◆ **Exercise directions**
Write out each line of the records that has "Answer" in it.

◆ **Given records**
┄┄┄┄┄┄
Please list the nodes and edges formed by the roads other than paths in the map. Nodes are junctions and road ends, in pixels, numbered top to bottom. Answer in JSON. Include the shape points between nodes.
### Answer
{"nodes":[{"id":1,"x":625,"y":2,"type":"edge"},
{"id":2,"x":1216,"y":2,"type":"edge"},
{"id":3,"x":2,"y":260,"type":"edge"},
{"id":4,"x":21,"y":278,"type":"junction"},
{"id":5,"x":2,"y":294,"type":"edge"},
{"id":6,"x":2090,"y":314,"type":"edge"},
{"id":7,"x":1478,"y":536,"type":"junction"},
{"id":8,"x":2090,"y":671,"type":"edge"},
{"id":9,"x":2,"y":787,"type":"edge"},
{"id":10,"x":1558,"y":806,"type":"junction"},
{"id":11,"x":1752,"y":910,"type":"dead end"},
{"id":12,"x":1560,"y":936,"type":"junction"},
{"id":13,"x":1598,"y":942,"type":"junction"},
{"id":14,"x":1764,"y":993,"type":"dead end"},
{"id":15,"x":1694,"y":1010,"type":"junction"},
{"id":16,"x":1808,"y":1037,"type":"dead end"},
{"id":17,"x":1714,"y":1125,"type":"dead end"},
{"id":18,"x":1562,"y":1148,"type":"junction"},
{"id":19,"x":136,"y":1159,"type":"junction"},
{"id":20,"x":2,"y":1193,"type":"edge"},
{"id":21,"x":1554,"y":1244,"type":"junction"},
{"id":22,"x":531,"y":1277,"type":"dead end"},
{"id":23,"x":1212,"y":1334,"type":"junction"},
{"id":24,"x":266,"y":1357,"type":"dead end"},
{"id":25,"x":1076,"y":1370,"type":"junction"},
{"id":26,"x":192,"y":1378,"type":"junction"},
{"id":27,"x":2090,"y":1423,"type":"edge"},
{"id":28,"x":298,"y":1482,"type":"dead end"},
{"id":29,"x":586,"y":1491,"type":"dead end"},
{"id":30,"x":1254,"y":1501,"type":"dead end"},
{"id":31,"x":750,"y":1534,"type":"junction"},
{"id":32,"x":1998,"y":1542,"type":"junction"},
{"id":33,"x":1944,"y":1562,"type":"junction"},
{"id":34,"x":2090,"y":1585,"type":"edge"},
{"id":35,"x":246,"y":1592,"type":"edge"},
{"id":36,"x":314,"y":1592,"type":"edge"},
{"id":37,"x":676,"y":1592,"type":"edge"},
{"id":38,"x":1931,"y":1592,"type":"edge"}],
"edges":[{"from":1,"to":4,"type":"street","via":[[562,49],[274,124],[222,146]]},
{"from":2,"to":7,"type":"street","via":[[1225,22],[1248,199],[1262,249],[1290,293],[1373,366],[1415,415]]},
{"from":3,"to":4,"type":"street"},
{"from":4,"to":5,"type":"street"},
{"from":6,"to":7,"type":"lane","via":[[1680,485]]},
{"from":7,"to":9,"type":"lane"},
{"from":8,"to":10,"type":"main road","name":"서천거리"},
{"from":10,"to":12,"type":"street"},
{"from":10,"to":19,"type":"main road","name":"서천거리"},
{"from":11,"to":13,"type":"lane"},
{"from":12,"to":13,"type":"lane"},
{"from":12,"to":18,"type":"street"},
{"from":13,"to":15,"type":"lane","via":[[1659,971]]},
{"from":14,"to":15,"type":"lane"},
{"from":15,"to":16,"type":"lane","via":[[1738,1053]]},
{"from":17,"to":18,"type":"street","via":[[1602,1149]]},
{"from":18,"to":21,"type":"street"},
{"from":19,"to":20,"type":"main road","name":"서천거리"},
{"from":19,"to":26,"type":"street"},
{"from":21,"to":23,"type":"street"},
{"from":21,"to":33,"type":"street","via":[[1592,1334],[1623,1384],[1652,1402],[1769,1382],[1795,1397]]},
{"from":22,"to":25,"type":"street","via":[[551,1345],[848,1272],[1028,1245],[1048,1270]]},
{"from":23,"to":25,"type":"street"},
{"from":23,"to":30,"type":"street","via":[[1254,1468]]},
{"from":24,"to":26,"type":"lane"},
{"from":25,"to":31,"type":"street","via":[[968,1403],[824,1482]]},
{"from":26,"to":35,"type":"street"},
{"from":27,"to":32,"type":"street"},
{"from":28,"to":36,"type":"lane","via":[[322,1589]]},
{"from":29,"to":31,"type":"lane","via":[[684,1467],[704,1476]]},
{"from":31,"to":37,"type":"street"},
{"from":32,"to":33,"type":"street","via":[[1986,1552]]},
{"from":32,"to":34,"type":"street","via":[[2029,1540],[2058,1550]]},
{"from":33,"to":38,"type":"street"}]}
┄┄┄┄┄┄
◆ **Task result**
Please list the nodes and edges formed by the roads other than paths in the map. Nodes are junctions and road ends, in pixels, numbered top to bottom. Answer in JSON. Include the shape points between nodes.
### Answer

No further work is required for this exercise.